Watch the Year-End Fundraising Playbook – Part 3
Welcome to Part 3 of The Year-End Fundraising Playbook. We’ve talked about some benchmarking around year-end and we’ve talked about this first category of emails that I want you to send these priming, framing, cultivation type of emails.
Now, we’re going to look at how can you go create an effective personal appeal. So this is really our core question here: How do you make a donation appeal? How do you make an effective donation appeal?
What I would charge you with is we really want these appeals to feel human, feel authentic, and feel personal. In the same way that you see this envelope on your screen that’s handwritten, although maybe that’s actually written by a robot, it almost looks like too perfect.
However, this handwritten, personalized envelope that arrives in your mailbox, this thing probably has to have a 99.9% open rate. The only reason you don’t open it is if it gets lost in the mail or something like that.
We want this personal feeling when an email arrives in the inbox because, again, we talked about this in the last lesson that people give to people, not to email machines.
So how can we make this personal, authentic, and human approach reality inside of our emails? We’ll talk a little bit about that in this first example I want to look at, I really want to talk about the structure of how do you write an effective appeal.
So this example we call the year-end overview appeal and the goal of it is to explain the stakes heading into the new year.
Now, you might mention a couple of accomplishments or things like that, you can also make that its own email to stand alone. The goal of this is to really articulate what’s changed this year related to the cause, and to the problem that your organization is trying to solve. What’s changing going into the new year?
You’re basically building the case for support as to why donations are needed, what are some of the challenges and the goals that we’re trying to achieve in the new year that we’re going to need here, donations in order to actually fuel and to impact.
So that’s what we’re trying to do – explain the stakes, and then ask for a donation right away.
I know the previous examples I said, “Don’t ask for a donation because it’s just cultivation.” We’re moving on from cultivation, we’re talking about appeals.
So you can make a donation, ask right away and directly in this type of an email. Let’s look at a real example, and it’s an older example, but I keep it in here because I think it’s got a really good articulation of the problem at hand. You can look at the date on it, you see it’s from 2017, but it’s really good.
Good copywriting spans the test of time. This email starts to use a framework that moves from the problem to the solution to the impact that the donor can make.
It includes an incentive, a call to action that’s clear.
We’re going to focus in on this problem, solution.
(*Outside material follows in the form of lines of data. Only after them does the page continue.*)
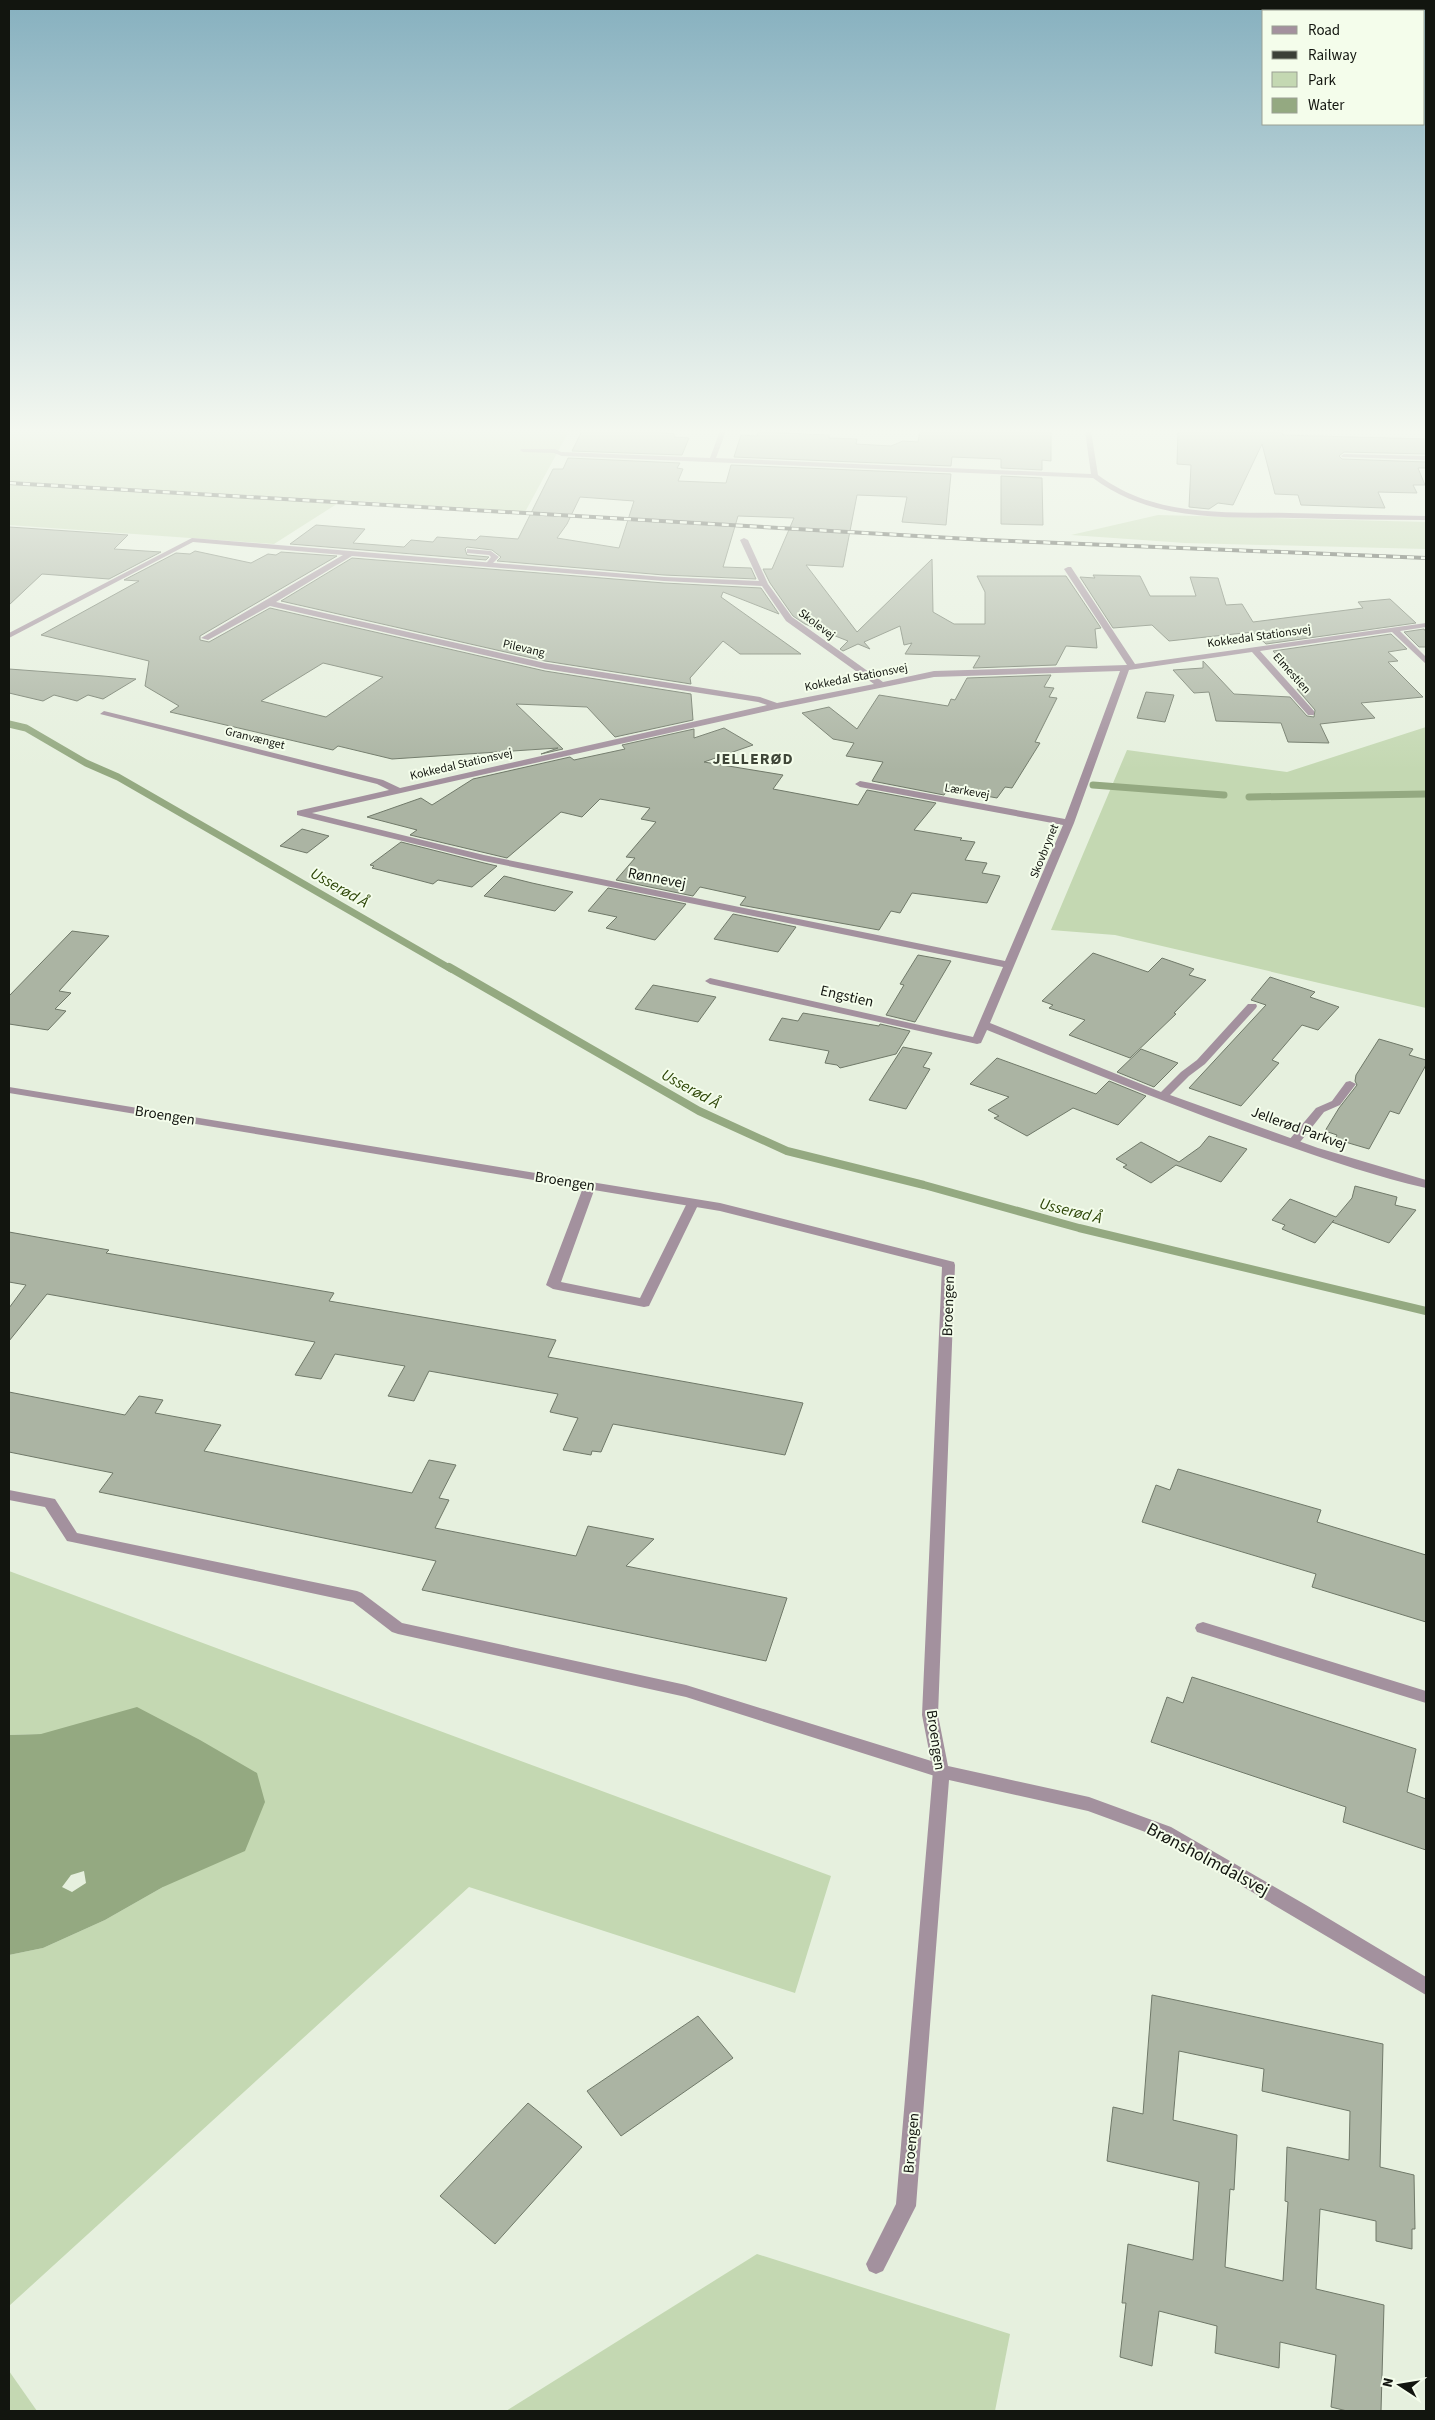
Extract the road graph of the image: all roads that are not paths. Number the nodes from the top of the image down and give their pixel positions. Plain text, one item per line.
1 (185, 544) edge
2 (240, 544) edge
3 (746, 544) edge
4 (470, 551) dead end
5 (351, 553) junction
6 (489, 564) junction
7 (1068, 570) dead end
8 (764, 584) junction
9 (269, 603) junction
10 (1426, 626) edge
11 (9, 629) edge
12 (21, 630) junction
13 (1394, 630) junction
14 (9, 636) edge
15 (205, 638) dead end
16 (1254, 650) junction
17 (1426, 661) edge
18 (1129, 667) junction
19 (880, 684) junction
20 (776, 706) junction
21 (1311, 713) dead end
22 (104, 714) dead end
23 (860, 784) dead end
24 (399, 791) junction
25 (300, 813) joint
26 (1069, 822) junction
27 (1010, 964) junction
28 (710, 981) dead end
29 (1252, 1006) dead end
30 (984, 1025) junction
31 (978, 1041) joint
32 (1350, 1084) dead end
33 (9, 1090) edge
34 (1162, 1096) junction
35 (1292, 1143) junction
36 (1426, 1184) edge
37 (590, 1186) junction
38 (693, 1202) junction
39 (9, 1495) edge
40 (1202, 1628) dead end
41 (1426, 1697) edge
42 (941, 1771) junction
43 (1426, 1987) edge
44 (876, 2264) dead end

1 - 12 street
2 - 5 street
3 - 8 street, Skolevej
4 - 6 street
5 - 6 street
5 - 9 street
6 - 8 street
7 - 18 street
8 - 19 street, Skolevej
9 - 15 street
9 - 20 street, Pilevang
10 - 13 street, Kokkedal Stationsvej
11 - 12 street
12 - 14 street
13 - 16 street, Kokkedal Stationsvej
13 - 17 street
16 - 18 street, Kokkedal Stationsvej
16 - 21 street, Elmestien
18 - 19 street, Kokkedal Stationsvej
18 - 26 street, Skovbrynet
19 - 20 street, Kokkedal Stationsvej
20 - 24 street, Kokkedal Stationsvej
22 - 24 street, Granvænget
23 - 26 street, Lærkevej
24 - 25 street, Kokkedal Stationsvej
25 - 27 street, Rønnevej
26 - 27 street, Skovbrynet
27 - 30 street, Skovbrynet
28 - 31 street, Engstien
29 - 34 street
30 - 31 street, Skovbrynet
30 - 34 street, Jellerød Parkvej
32 - 35 street
33 - 37 street, Broengen
34 - 35 street, Jellerød Parkvej
35 - 36 street, Jellerød Parkvej
37 - 38 street, Broengen
37 - 38 street
38 - 42 street, Broengen
39 - 42 street, Brønsholmdalsvej
40 - 41 street
42 - 43 street, Brønsholmdalsvej
42 - 44 street, Broengen

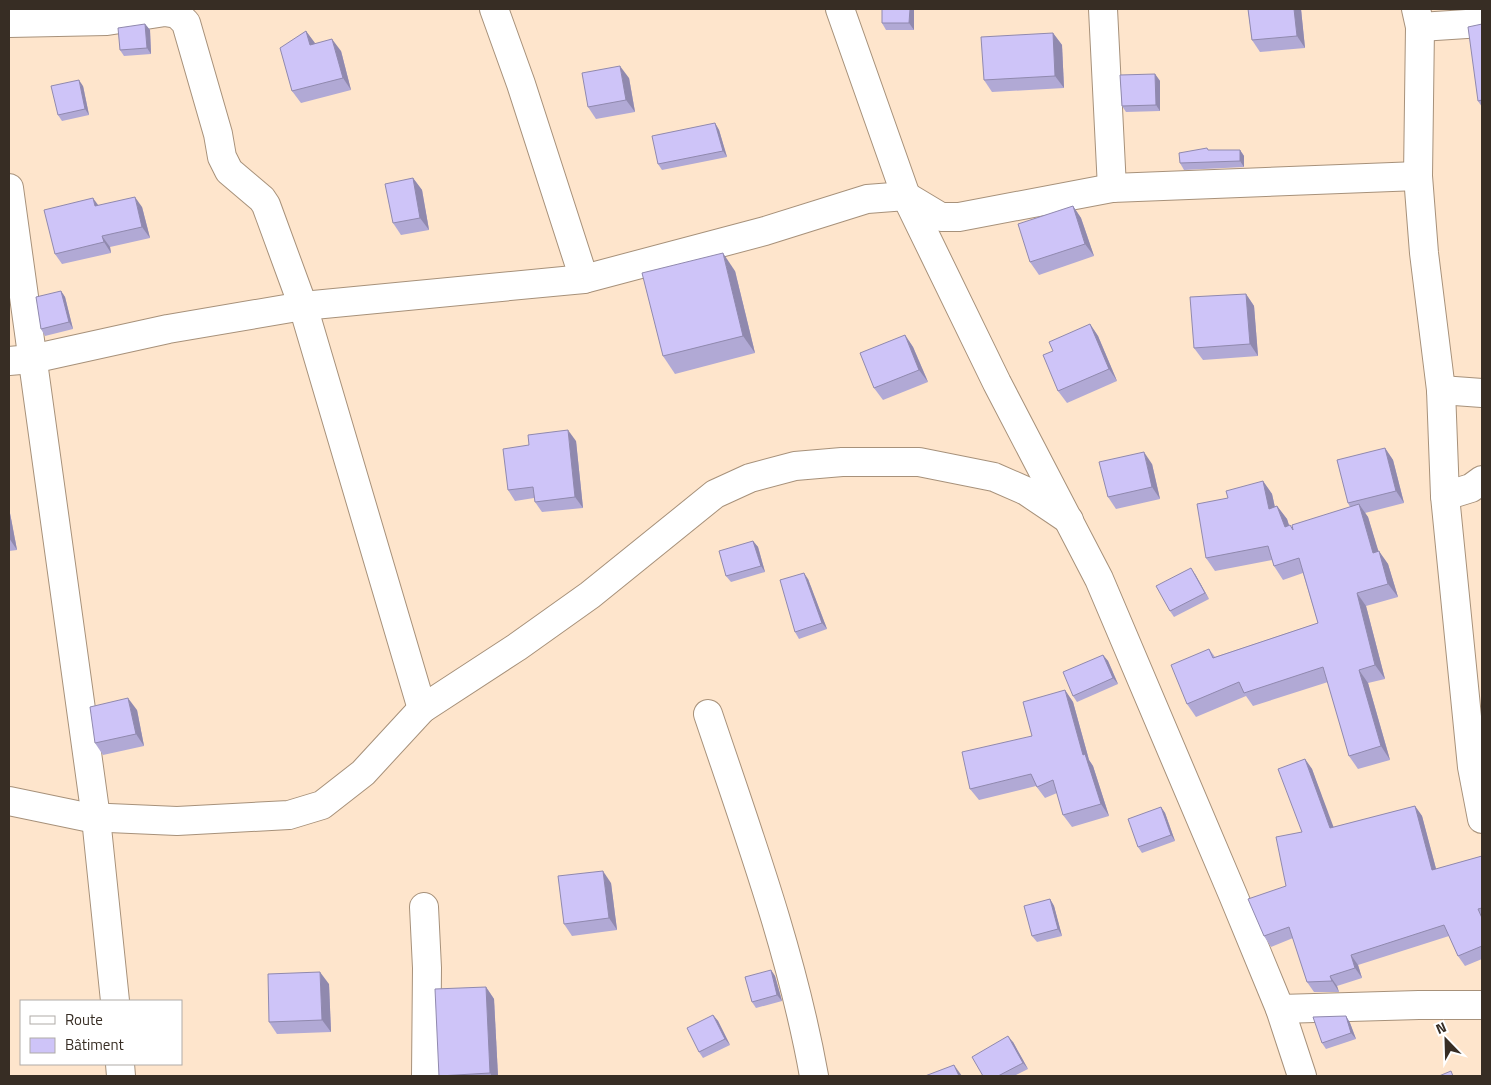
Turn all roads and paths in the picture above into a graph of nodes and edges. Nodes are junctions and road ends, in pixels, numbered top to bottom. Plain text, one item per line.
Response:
1 (494, 9) edge
2 (840, 9) edge
3 (1103, 9) edge
4 (1418, 18) edge
5 (9, 23) edge
6 (1482, 23) edge
7 (1418, 176) junction
8 (9, 188) edge
9 (1112, 188) junction
10 (906, 196) junction
11 (584, 279) junction
12 (302, 306) junction
13 (21, 360) edge
14 (1441, 390) junction
15 (1482, 393) edge
16 (1482, 480) edge
17 (1444, 496) junction
18 (1069, 520) junction
19 (422, 709) junction
20 (708, 714) dead end
21 (9, 801) edge
22 (96, 818) junction
23 (1482, 819) edge
24 (424, 907) dead end
25 (115, 1000) edge
26 (1482, 1005) edge
27 (1280, 1008) junction
28 (426, 1076) edge
29 (814, 1076) edge
30 (1302, 1076) edge

1 - 11 street
2 - 10 street
3 - 9 street
4 - 6 street
4 - 7 street
5 - 12 street
7 - 9 street
7 - 14 street
8 - 13 street
9 - 10 street
10 - 11 street
10 - 18 street
11 - 12 street
12 - 13 street
12 - 19 street
13 - 22 street
14 - 15 street
14 - 17 street
16 - 17 street
17 - 23 street
18 - 19 street
18 - 27 street
19 - 22 street
20 - 29 street
21 - 22 street
22 - 25 street
24 - 28 street
26 - 27 street
27 - 30 street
There’s lots of room to optimize this email appeal, at least in my view, from what we’ve seen through testing and other optimization. But I really like how they articulate the problem here. It says, “UN agencies have just announced that the number of hungry people in the world has increased for the first time this century.”
Mind blown, what a huge problem that really, really needs to be solved. Let me say, a universal problem that we can all agree needs to be addressed, we’re witnessing it firsthand. Right now, 7 million people are on the brink of famine in Yemen. In South Sudan, millions more are preparing for what’s being called the hungriest start to a year on record.
So that’s the problem, it’s pretty big. Now, the problem you’re articulating and that you’re trying to solve at your organization, it might be this big, and it also might be really localized and nuanced. Maybe it feels smaller, still important, but it might not be a global problem that you’re trying to solve, but there has to be a problem if there’s no problem to solve, then there is no reason to give.
So we have to articulate what’s the issue at hand that really needs to be solved. After you’ve done that, you can move towards the solution. This says, “In emergency zones around the world, there’s a dire need for supplies, safe sanitation, and clean water.”
Now, these are big goals, big things to go try to achieve on a worldwide scale, so it’s a big solution. They might benefit from unpacking this a little bit more, and really showcasing more details of the solution and what’s the plan to go fix the problem. They do move towards a solution and then as you get further in the email, they start to try to tie it back to how does your support or your donation actually make an impact on this solution, which can go solve the problem.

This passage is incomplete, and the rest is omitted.